Retained EU Law (Revocation and Reform) Act 2023
- Parliament of the United Kingdom
- Long title: An Act to revoke certain retained EU law; to make provision relating to the interpretation of retained EU law and to its relationship with other law; to make provision relating to powers to modify retained EU law; to enable the restatement, replacement or updating of certain retained EU law; to enable the updating of restatements and replacement provision; to abolish the business impact target; and for connected purposes.
- Citation: 2023 c. 28
- Introduced by: Jacob Rees-Mogg, Secretary of State for Business, Energy and Industrial Strategy (Commons) Baron Callanan, Parliamentary Under-Secretary of State for Business, Energy and Corporate Responsibility (Lords)
- Territorial extent: England and Wales; Scotland; Northern Ireland;

Dates
- Royal assent: 29 June 2023
- Commencement: various

Other legislation
- Amends: Scotland Act 1998; European Union (Future Relationship) Act 2020; Environment Act 2021; Advanced Research and Invention Agency Act 2022; Dissolution and Calling of Parliament Act 2022;
- Amended by: Legislation (Procedure, Publication and Repeals) (Wales) Act 2025;

Status: Amended

History of passage through Parliament

Records of Parliamentary debate relating to the statute from Hansard

Text of statute as originally enacted

Revised text of statute as amended

Text of the Retained EU Law (Revocation and Reform) Act 2023 as in force today (including any amendments) within the United Kingdom, from legislation.gov.uk.

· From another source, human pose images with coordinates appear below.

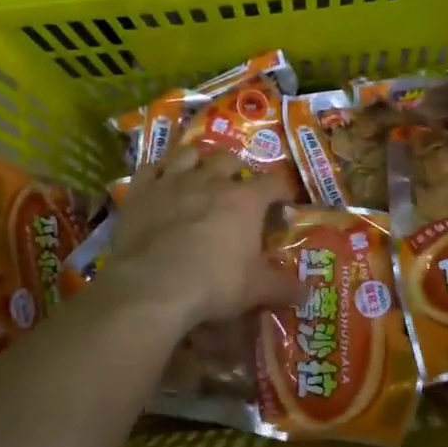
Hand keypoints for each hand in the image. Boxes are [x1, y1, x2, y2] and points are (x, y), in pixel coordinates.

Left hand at [105, 144, 304, 334]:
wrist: (154, 286)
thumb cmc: (214, 284)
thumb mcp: (256, 290)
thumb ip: (282, 287)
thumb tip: (306, 292)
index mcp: (245, 200)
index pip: (273, 183)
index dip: (282, 190)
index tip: (284, 202)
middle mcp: (211, 181)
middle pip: (228, 159)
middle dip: (236, 169)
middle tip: (237, 187)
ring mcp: (173, 182)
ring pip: (188, 154)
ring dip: (197, 161)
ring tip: (199, 175)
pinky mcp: (141, 192)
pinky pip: (150, 168)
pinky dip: (157, 172)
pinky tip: (160, 181)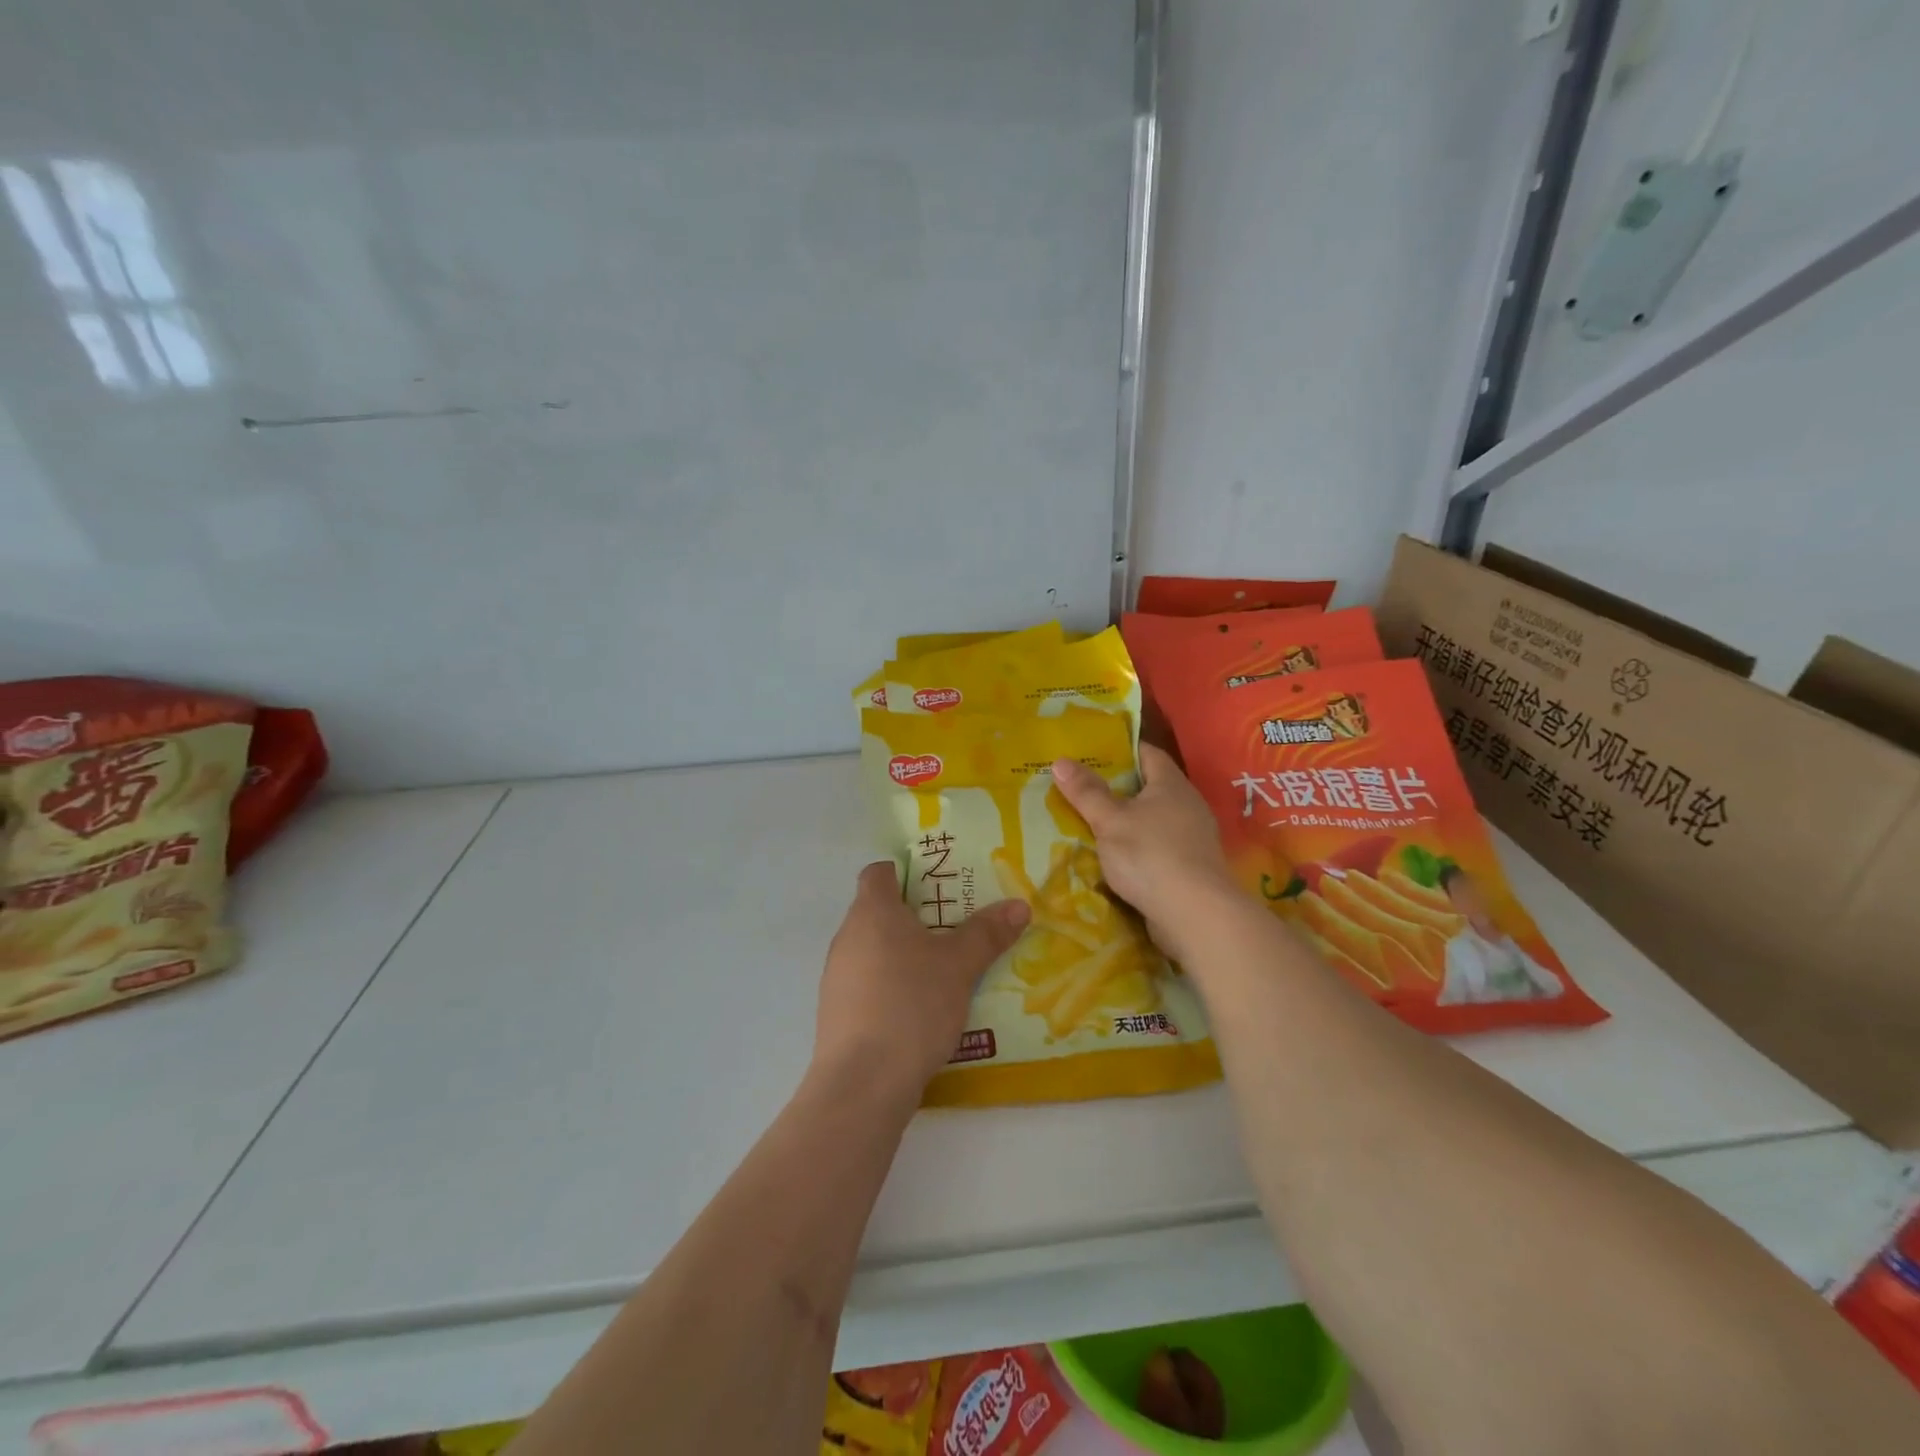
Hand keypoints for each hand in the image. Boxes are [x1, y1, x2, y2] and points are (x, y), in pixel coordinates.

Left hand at [813, 862, 1029, 1105]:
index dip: (907, 873)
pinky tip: (921, 1012)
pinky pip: (868, 985)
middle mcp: (847, 936)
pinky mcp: (837, 1013)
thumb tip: (1019, 905)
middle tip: (956, 930)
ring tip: (945, 973)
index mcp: (872, 911)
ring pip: (875, 951)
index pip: (879, 872)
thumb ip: (987, 933)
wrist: (863, 1083)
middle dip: (917, 918)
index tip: (940, 889)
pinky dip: (892, 988)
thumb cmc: (911, 1004)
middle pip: (880, 912)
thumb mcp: (959, 966)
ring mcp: (837, 977)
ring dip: (905, 956)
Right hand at [1050, 743, 1235, 963]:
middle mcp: (1187, 805)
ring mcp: (1192, 838)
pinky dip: (1137, 848)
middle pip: (1149, 787)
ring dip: (1127, 822)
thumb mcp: (1110, 821)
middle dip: (1117, 788)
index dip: (1120, 749)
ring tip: (1091, 824)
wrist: (1196, 915)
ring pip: (1153, 820)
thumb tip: (1061, 761)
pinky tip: (1114, 859)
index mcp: (1171, 784)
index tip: (1091, 753)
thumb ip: (1086, 792)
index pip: (1147, 753)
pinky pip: (1158, 847)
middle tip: (1081, 789)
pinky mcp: (1191, 867)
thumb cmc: (1150, 855)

= Retained EU Law (Revocation and Reform) Act 2023 =

Act of the Parliament of the United Kingdom

The Retained EU Law (Revocation and Reform) Act 2023 (c. 28) is an act of the Parliament of the United Kingdom to revoke certain legislation implementing European Union law in the UK (retained EU law), following the UK's exit from the European Union.

Originally promoted by the government as the "Brexit Freedoms Bill" and introduced in Parliament in 2022, the bill ran into significant opposition from many sources. In late April 2023, the Secretary of State for Business and Trade Kemi Badenoch announced that the government was planning to reduce the number of laws to be repealed by 31 December 2023 to around 800, as opposed to the government's original target of around 4,000 laws. Such reversal was met with dismay by Brexit advocates, including the bill's original architect Jacob Rees-Mogg. In May 2023, the Bill suffered further reverses as the House of Lords rejected a number of aspects of the proposed legislation. On 29 June 2023, the bill received royal assent. The act took effect on 1 January 2024; as a result retained EU law supremacy ended within the UK, and retained laws no longer need to be interpreted in line with EU law principles.

==Provisions==

According to the crossheadings, the act provides for:
- Sunsets of retained EU law
- Assimilation of retained EU law
- Interpretation and effect of retained EU law
- Modification of retained EU law
- Powers relating to retained EU law and assimilated law
- Retained EU law dashboard and report
- Abolition of business impact target

===Terminology===
- Assimilated law
  "Will be domestic law that was previously retained EU law (REUL), but without the EU law interpretive features applied to REUL by the European Union (Withdrawal) Act 2018 (EUWA), namely supremacy, general principles of EU law, and rights retained under section 4 of EUWA."

==Legislative consent==

Under the terms of devolution, the Government of the United Kingdom is required to invite the devolved administrations to indicate their consent (or not) to proposed legislation that would affect devolved matters. However, it is not required to be bound by them.

On 23 February 2023, the Scottish Parliament voted to refuse its consent to the bill. On 28 March 2023, the Senedd of Wales also voted to refuse its consent to the bill.

The Northern Ireland Assembly was in abeyance from May 2022 to February 2024 due to a Democratic Unionist Party boycott in a protest against the Northern Ireland Protocol. Consequently, it did not meet to consider a legislative consent motion.